The problem – A single number is the answer: how many lines of the entries contain the word "graph"?

Given data –
# # # #
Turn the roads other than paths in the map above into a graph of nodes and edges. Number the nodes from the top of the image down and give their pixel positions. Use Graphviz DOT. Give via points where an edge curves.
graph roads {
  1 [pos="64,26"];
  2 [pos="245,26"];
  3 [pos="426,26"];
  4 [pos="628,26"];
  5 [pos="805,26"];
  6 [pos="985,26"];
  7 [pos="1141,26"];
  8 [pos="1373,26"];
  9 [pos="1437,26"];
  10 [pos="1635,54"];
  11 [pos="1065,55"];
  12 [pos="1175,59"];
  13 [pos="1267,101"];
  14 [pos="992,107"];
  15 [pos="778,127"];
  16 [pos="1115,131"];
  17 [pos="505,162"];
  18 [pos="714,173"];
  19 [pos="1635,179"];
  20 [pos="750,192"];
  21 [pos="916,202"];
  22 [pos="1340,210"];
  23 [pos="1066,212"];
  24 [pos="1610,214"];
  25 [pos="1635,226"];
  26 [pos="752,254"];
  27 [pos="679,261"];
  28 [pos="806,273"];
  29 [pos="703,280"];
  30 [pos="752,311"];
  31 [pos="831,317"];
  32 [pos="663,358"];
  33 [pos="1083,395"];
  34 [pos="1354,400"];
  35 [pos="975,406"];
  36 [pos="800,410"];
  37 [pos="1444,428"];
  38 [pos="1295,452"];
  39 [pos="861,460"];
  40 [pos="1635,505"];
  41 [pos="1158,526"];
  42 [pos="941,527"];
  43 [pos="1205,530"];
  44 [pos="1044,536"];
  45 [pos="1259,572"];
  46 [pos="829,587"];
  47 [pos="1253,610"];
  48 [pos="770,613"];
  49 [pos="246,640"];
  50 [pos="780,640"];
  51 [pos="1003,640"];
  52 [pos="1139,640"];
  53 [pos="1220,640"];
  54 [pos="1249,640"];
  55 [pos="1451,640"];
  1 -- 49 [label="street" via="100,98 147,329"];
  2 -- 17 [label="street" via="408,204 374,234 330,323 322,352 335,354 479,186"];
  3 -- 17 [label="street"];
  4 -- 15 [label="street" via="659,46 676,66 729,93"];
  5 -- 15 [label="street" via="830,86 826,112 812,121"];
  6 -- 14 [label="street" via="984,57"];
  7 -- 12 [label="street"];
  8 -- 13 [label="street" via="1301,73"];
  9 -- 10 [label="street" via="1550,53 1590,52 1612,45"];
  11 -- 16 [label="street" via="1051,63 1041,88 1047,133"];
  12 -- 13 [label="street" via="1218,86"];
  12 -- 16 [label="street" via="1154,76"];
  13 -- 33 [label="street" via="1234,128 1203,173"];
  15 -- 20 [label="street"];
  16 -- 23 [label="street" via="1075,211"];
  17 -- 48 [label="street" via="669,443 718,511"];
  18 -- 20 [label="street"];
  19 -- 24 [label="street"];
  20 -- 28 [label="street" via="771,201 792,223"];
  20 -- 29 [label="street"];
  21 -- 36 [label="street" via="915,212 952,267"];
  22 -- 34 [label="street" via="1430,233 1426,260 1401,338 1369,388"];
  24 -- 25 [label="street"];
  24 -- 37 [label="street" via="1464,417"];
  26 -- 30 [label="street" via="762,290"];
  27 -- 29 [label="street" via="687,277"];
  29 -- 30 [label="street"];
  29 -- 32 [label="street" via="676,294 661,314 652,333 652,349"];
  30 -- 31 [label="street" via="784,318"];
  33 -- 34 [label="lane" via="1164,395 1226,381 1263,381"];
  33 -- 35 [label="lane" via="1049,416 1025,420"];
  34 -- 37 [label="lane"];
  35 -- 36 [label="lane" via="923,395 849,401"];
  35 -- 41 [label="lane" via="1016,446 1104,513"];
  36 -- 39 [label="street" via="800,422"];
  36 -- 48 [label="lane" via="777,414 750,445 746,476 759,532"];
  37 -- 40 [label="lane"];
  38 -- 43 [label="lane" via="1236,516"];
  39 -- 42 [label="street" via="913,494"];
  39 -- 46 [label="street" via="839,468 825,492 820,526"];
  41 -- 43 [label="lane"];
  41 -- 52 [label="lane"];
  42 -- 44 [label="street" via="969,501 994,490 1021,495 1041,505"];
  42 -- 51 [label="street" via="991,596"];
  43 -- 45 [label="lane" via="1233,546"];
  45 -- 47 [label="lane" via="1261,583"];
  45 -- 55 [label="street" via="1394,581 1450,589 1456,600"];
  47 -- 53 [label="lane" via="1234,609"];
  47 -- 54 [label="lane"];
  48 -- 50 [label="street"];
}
# # # #
The completed task – 2